A verbatim copy of all entries is the expected output.

Start of Data extracts

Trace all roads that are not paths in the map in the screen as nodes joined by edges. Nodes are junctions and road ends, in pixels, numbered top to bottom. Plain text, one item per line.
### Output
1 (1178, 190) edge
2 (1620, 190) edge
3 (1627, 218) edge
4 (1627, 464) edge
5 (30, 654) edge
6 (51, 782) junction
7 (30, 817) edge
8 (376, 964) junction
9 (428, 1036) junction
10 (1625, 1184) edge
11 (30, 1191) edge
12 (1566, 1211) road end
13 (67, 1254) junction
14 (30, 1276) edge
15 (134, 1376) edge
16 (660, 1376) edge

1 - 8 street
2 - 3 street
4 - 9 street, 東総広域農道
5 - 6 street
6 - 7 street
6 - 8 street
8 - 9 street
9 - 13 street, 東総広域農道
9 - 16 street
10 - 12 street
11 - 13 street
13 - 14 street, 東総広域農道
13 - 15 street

End of Data extracts

§ Exercise response
Trace all roads that are not paths in the map in the screen as nodes joined by edges. Nodes are junctions and road ends, in pixels, numbered top to bottom. Plain text, one item per line.
### Output
1 (1178, 190) edge
2 (1620, 190) edge
3 (1627, 218) edge
4 (1627, 464) edge
5 (30, 654) edge
6 (51, 782) junction
7 (30, 817) edge
8 (376, 964) junction
9 (428, 1036) junction
10 (1625, 1184) edge
11 (30, 1191) edge
12 (1566, 1211) road end
13 (67, 1254) junction
14 (30, 1276) edge
15 (134, 1376) edge
16 (660, 1376) edge

1 - 8 street
2 - 3 street
4 - 9 street, 東総広域農道
5 - 6 street
6 - 7 street
6 - 8 street
8 - 9 street
9 - 13 street, 東総広域農道
9 - 16 street
10 - 12 street
11 - 13 street
13 - 14 street, 東総広域農道
13 - 15 street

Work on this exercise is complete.